“We believe that humanity is on the verge of a revolution”.
What a bold opening statement! The very first opening sentence leaves me guessing what this entrance is about. Upon reading further I discover that the reading is in fact about the revolution of DATA.
The reading then addresses the opening quotation as a quotation that was used as the marketing blurb for a business and technology community conference in 2011.
The conference like the reading, addresses the power of data and how it is changing ‘us’ just like power of steam changed us a century ago.
- Our computers hold and transmit records of what we’ve been doing (with our attention) and our mobile devices hold records of where we are (or what we are doing with our bodies)
- Our devices can easily record our behaviours. This information can then be networked in unexpected and unplanned ways.
- The ocean of data offers new opportunities for the production of new kinds of knowledge and application.
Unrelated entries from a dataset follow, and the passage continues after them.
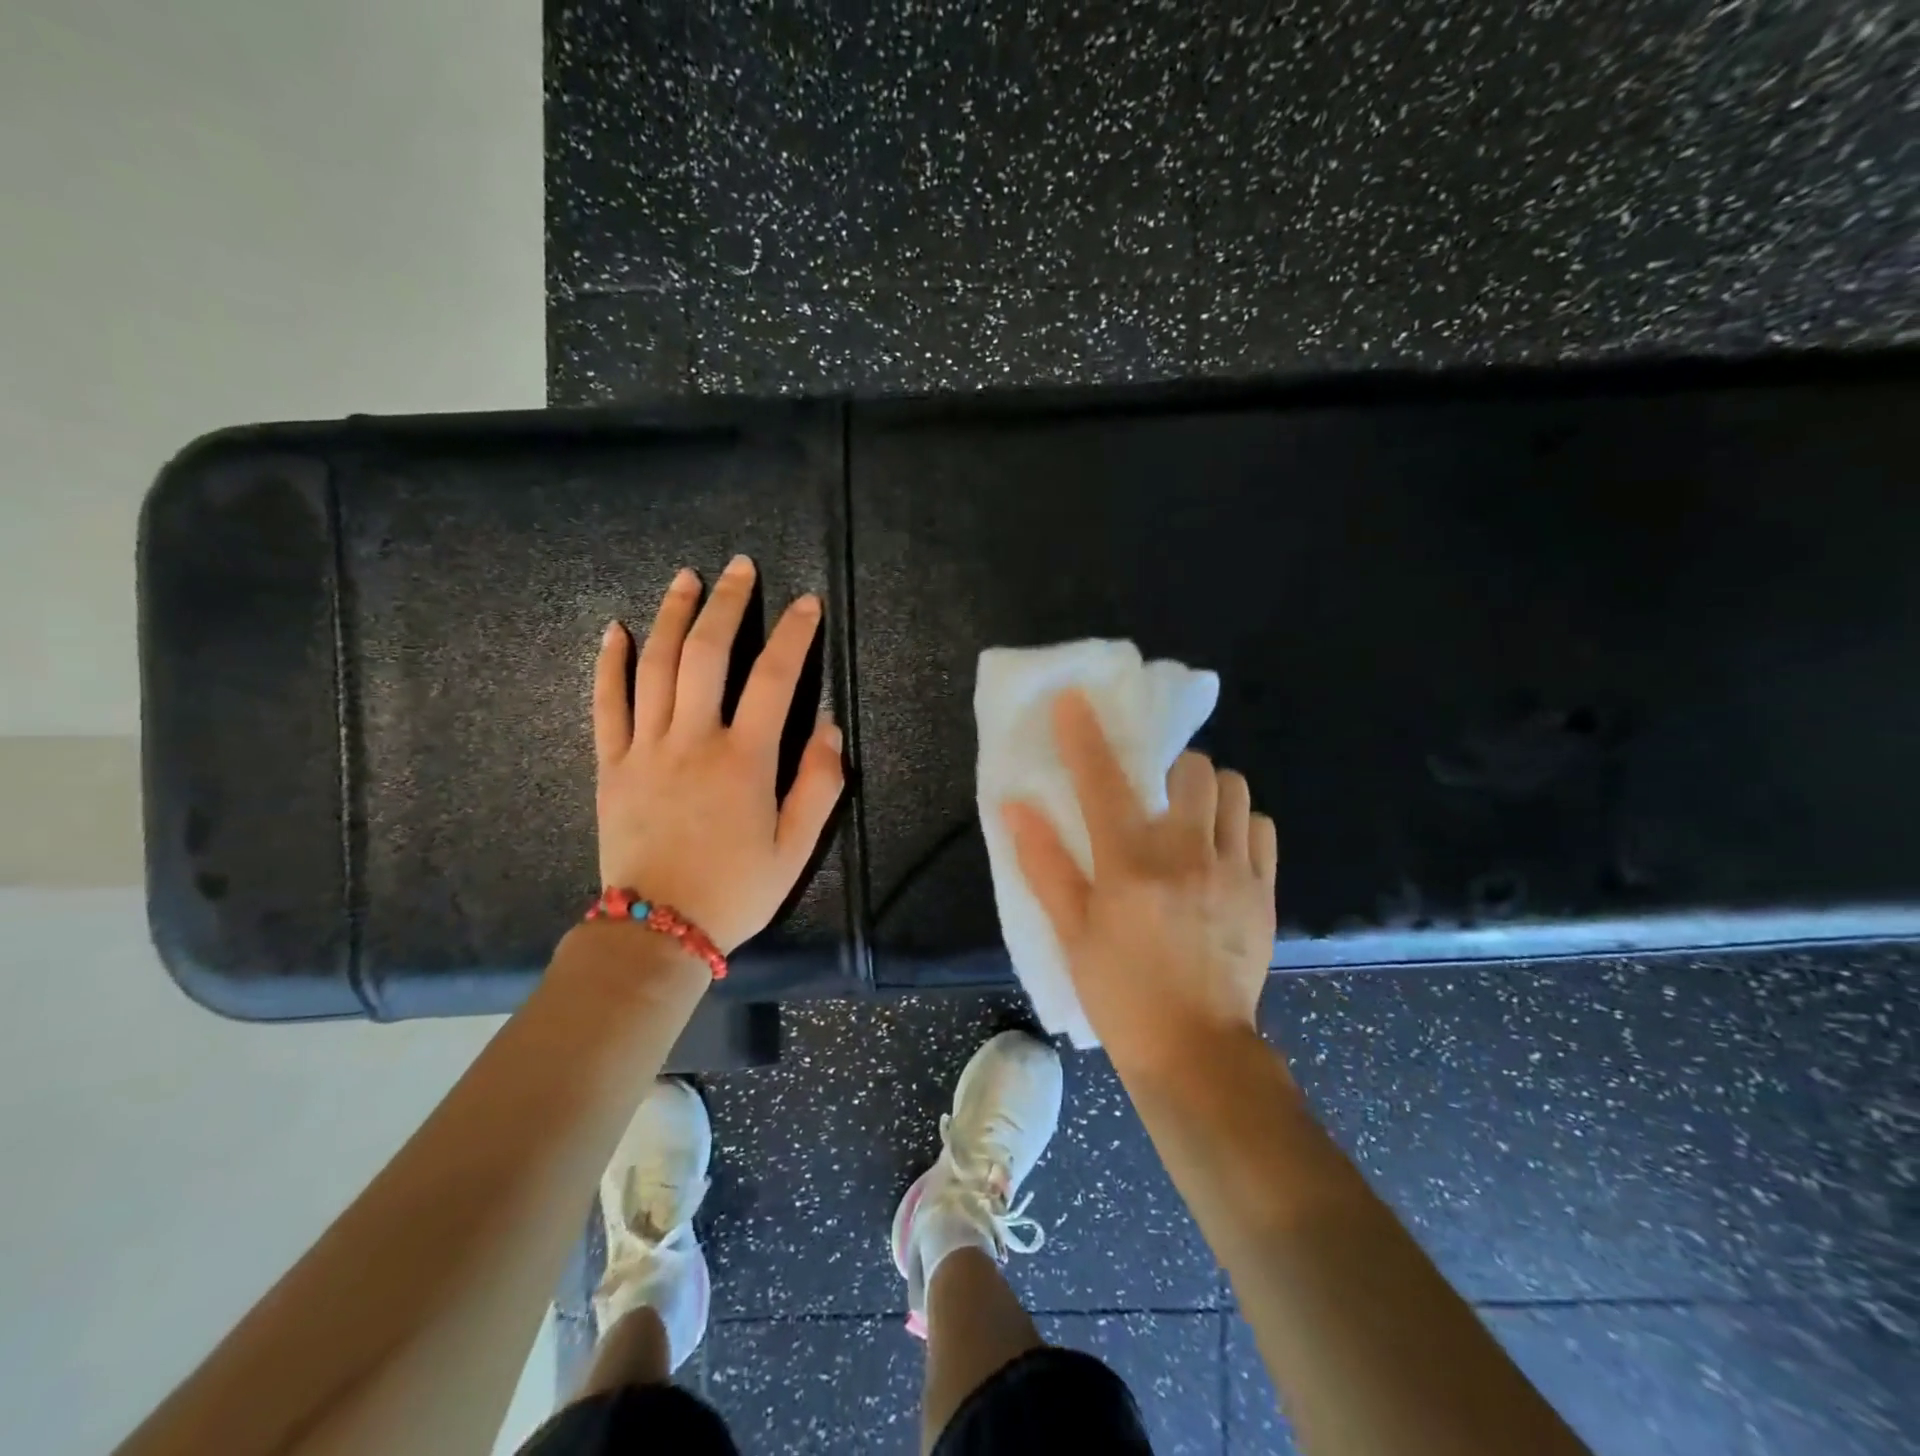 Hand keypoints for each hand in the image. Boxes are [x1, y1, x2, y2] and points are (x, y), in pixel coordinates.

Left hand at [593, 555, 844, 952]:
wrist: (657, 931)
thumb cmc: (736, 890)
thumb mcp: (796, 848)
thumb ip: (819, 784)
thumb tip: (829, 728)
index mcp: (745, 760)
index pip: (775, 679)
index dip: (794, 635)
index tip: (806, 604)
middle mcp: (693, 741)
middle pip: (707, 654)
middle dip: (727, 604)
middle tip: (739, 567)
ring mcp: (645, 749)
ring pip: (656, 667)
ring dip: (672, 616)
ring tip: (686, 578)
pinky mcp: (611, 766)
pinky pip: (606, 705)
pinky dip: (610, 664)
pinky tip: (616, 630)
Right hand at [1003, 690, 1277, 1078]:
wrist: (1196, 1051)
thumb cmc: (1120, 993)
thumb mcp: (1071, 932)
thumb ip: (1044, 864)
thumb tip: (1014, 806)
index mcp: (1130, 865)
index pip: (1103, 781)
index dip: (1084, 735)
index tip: (1074, 699)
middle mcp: (1187, 854)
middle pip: (1192, 768)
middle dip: (1169, 767)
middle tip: (1153, 791)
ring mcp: (1234, 870)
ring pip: (1235, 790)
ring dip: (1208, 791)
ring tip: (1189, 816)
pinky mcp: (1265, 890)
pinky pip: (1261, 828)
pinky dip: (1239, 823)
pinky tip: (1219, 848) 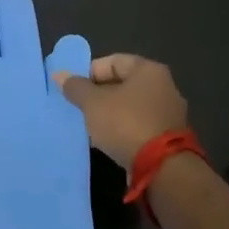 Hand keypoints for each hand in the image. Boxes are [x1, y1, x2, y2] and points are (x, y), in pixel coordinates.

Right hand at [53, 53, 188, 169]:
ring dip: (111, 113)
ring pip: (131, 106)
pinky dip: (123, 129)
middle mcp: (164, 87)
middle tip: (79, 107)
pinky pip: (139, 125)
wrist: (162, 167)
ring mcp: (169, 113)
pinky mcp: (169, 137)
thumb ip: (76, 87)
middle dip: (99, 94)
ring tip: (90, 126)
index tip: (74, 89)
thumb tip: (59, 74)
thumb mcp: (93, 103)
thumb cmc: (126, 124)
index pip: (114, 61)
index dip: (90, 72)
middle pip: (123, 84)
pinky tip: (108, 141)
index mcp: (149, 70) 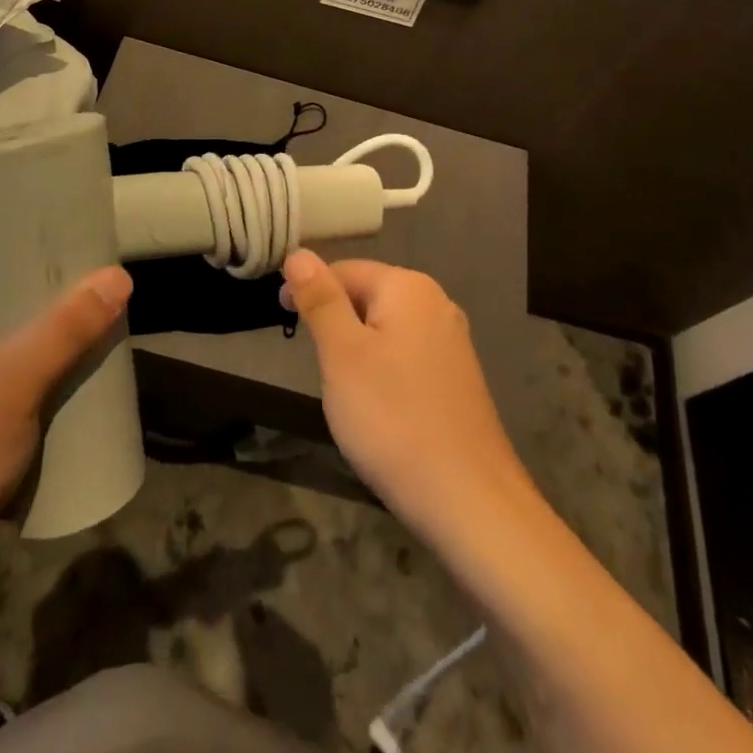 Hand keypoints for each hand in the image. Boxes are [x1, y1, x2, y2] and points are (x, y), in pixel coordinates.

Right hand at [281, 250, 531, 543]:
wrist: (469, 500)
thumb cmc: (393, 419)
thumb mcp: (342, 354)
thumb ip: (320, 299)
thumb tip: (298, 252)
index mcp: (408, 287)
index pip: (344, 269)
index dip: (308, 290)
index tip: (283, 321)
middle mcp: (436, 303)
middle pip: (368, 295)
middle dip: (335, 321)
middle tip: (314, 363)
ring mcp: (452, 341)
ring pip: (386, 327)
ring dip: (357, 347)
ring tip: (342, 389)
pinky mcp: (458, 377)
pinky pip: (407, 355)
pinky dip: (383, 369)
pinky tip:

Now that media exist in digital forms and language can be transmitted through our everyday communications devices there is a great deal of definitional slippage between ‘data’, ‘communication’, ‘media’ and ‘language’. Whitelaw (2006), in Diamond (2010:1) defines data as ‘ a set of measurements extracted from the flux of the real that are abstract, blank meaningless’.
Data, Tim O’Reilly foresaw, would be the engine and the driver of the new social media internet; but by this he did not mean that our interactions, searches, likes, uploads, or tweets were the same as data. He meant that what could be abstracted from these interactions would be the gold nuggets of Web 2.0.